Conservator Joanna Blackburn reports on the conservation of a large collection of botanical watercolours.
When I was at school, chemistry was not my favourite subject. My young mind hadn’t quite made the connection yet between the inexplicable results I would get from my experiments, and the world I saw around me. So when I decided to become a conservator, imagine my horror when I realised I would have to take a course called ‘Chemistry for Conservators’!
I needn’t have worried though, because I found science so much more interesting when applied in context. And there is nothing more satisfying than looking at the deterioration of a collection item and being able to explain the ‘whys’, the ‘hows’ and the ‘what nexts’.
Below is an example of one of a large collection of botanical watercolours that my colleague, Patricia, and I have been working on over the past six months.
The collection comprises of 309 watercolours by Chinese artists, dated to around 1800. Their exact provenance is unknown, but they would have been commissioned by a Western traveller to bring back to Europe. They would have fuelled the popular interest in botany of the time. The collection was received by the Library from the Foreign and Commonwealth Office in 1975. The watercolours are not unusual in British collections, many institutes have similar examples, but the reason ours is special is because the format they arrived in has remained almost untouched. They were inserted loose into volumes of simple quarter leather case style binding with plain cloth sides. Interestingly though they are sewn on three vellum supports which are still good even if the leather and sewing is not.

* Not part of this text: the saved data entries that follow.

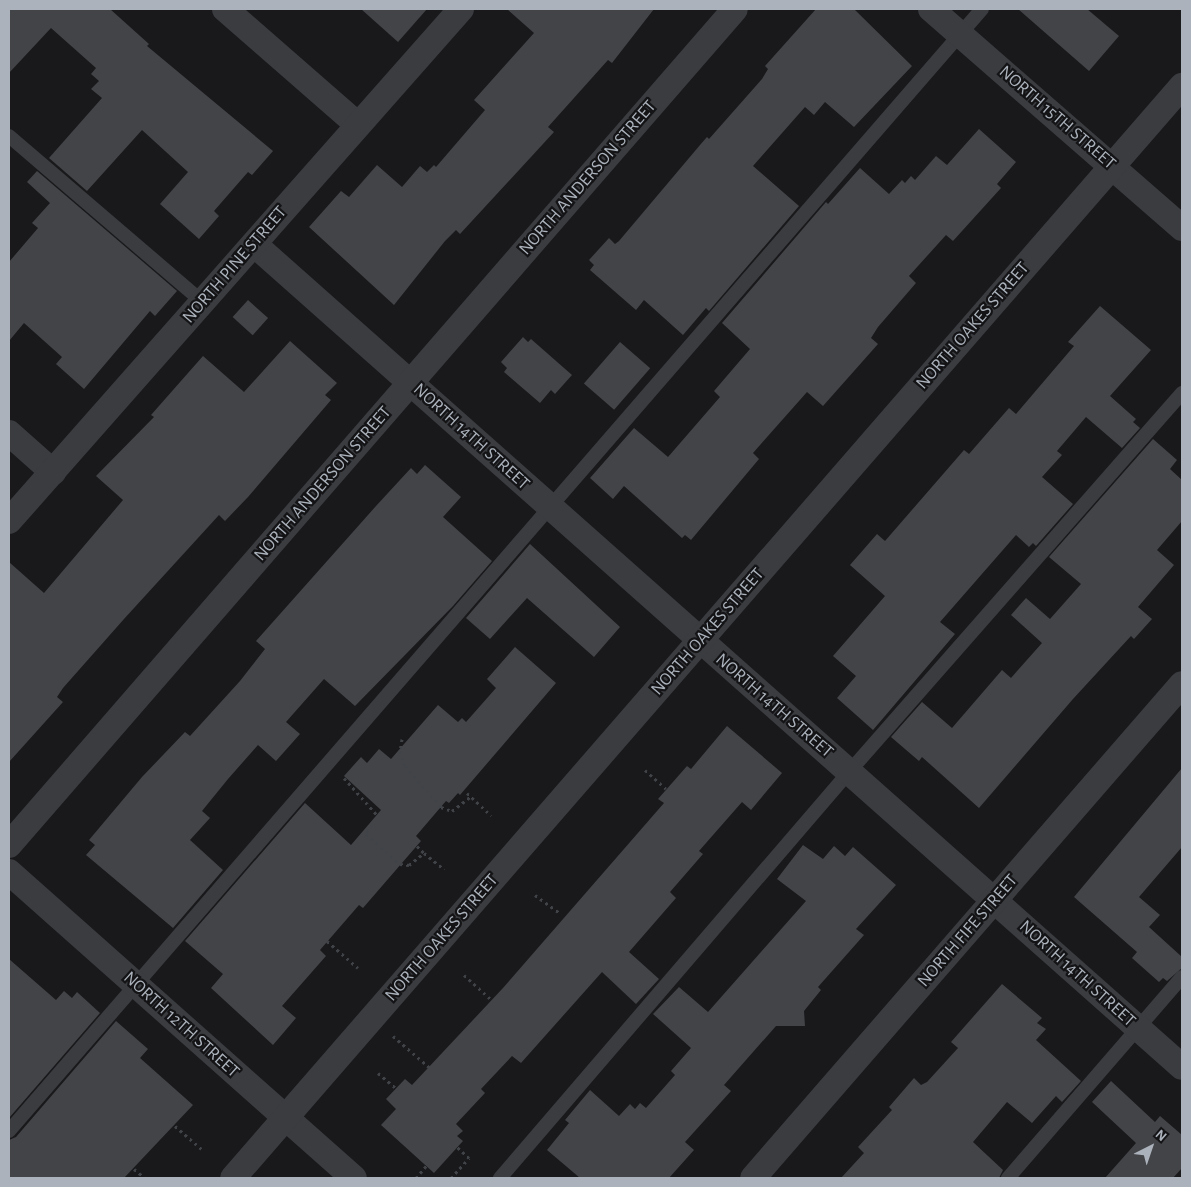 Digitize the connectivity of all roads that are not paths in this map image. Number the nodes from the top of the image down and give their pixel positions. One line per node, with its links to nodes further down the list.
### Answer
1 (225, 9): 8 (street)
2 (461, 9): 8 (street, NORTH PINE STREET)
3 (735, 9): 14 (street, NORTH ANDERSON STREET)
4 (931, 9): 6 (street, NORTH 15TH STREET)
5 (982, 9): 6 (lane)
6 (960, 34): 10 (street, NORTH 15TH STREET); 18 (lane)
7 (1182, 86): 10 (street, NORTH OAKES STREET)
8 (358, 125): 12 (street, NORTH PINE STREET)
9 (9, 136): 13 (lane)
10 (1112, 167): 11 (street, NORTH 15TH STREET); 20 (street, NORTH OAKES STREET)
11 (1182, 228)
12 (254, 244): 13 (street, NORTH PINE STREET); 14 (street, NORTH 14TH STREET)
13 (203, 302): 17 (street, NORTH PINE STREET)
14 (410, 383): 18 (street, NORTH 14TH STREET); 23 (street, NORTH ANDERSON STREET)
15 (1182, 393): 22 (lane)
16 (9, 433): 17 (street)
17 (53, 472): 19 (street, NORTH PINE STREET)
18 (549, 507): 20 (street, NORTH 14TH STREET); 27 (lane)
19 (9, 521)
20 (700, 641): 22 (street, NORTH 14TH STREET); 30 (street, NORTH OAKES STREET)
21 (1182, 684): 25 (street, NORTH FIFE STREET)
22 (850, 772): 25 (street, NORTH 14TH STREET); 34 (lane)
23 (9, 845)
24 (9, 872): 27 (street, NORTH 12TH STREET)
25 (994, 900): 28 (street, NORTH 14TH STREET); 35 (street, NORTH FIFE STREET)
26 (1182, 977): 28 (lane)
27 (136, 985): 30 (street, NORTH 12TH STREET); 31 (lane)
28 (1138, 1028): 29 (street, NORTH 14TH STREET); 36 (lane)
29 (1182, 1067)
30 (286, 1118): 32 (street, NORTH OAKES STREET); 33 (street, NORTH 12TH STREET)
31 (9, 1131)
32 (233, 1178)
33 (354, 1178)
34 (500, 1178)
35 (753, 1178)
36 (1008, 1178)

This housing has done a marvellous job of protecting these vivid and exotic watercolours. The vibrancy of the colours has been preserved by lack of light exposure, and the paper is in fine condition. Many of the drawings had little Chinese character labels attached with pins, none of which have been lost, or caused damage to the paper!
In the following image, you can see a close up of the green pigment used to paint many of the leaves of the botanical specimens.
As you can see, the pigment layer has cracked and is erupting into a tent shape along those cracks. So why is this happening to the green when all the other colours are happily bonded to the paper? As you can see from the shiny appearance of the leaf, it appears to have been varnished. This was done with a number of the watercolours to deepen the green of the leaves and to recreate their smooth, waxy texture. Such a beautiful effect has had unfortunate consequences, creating a rigid glassy surface, which is unforgiving if the paper substrate is flexed or expands in humid environments, leading to detachment and cracking of the pigment layer.
So what next? Consolidation of pigments is one of the most challenging treatments carried out by conservators. It is usually done through a microscope because the flakes tend to be extremely small, and it is crucial to choose the right consolidant for the materials involved. Several factors must be considered. Is there a risk that the consolidant will alter the surface appearance? What viscosity does it need to be to be effective? What long term impact will it have on the collection item? After considering all these factors we chose a traditional Japanese adhesive obtained from algae, called JunFunori.
Another reaction that has occurred during the lifetime of these items is the transformation of the white pigment, lead white (basic lead carbonate), to lead sulphide. This chemical reaction occurs in the presence of pollutants such as hydrogen sulphide and sulphur dioxide, and results in greying of the white areas. The petals that you see in the image below are tipped with that grey hue, which is the colour of lead sulphide.
There are ways that the conservator can counteract this often unsightly reaction, but it is not a decision taken lightly. The treatment, which involves the use of ethereal hydrogen peroxide, does not turn the compound back into its original state. It changes it, once again, into lead sulphate, a more stable compound.
So the dilemma for the conservator is to balance their duty to preserve the aesthetic value of an object as well as the integrity of the materials that it is formed of. Each case must be considered on an individual basis, and at the Library we have yet to be presented with an item whose criteria justifies this particular treatment. So, these drawings will keep their funny little grey patches as evidence of the materials their creators chose.
This beautiful collection is a prime example of how important it is for conservators to treat these heritage items with a light hand; retaining material in the format it comes to us wherever possible. This involves difficult decisions, and almost every project presents its own dilemmas. And that’s exactly why we do it!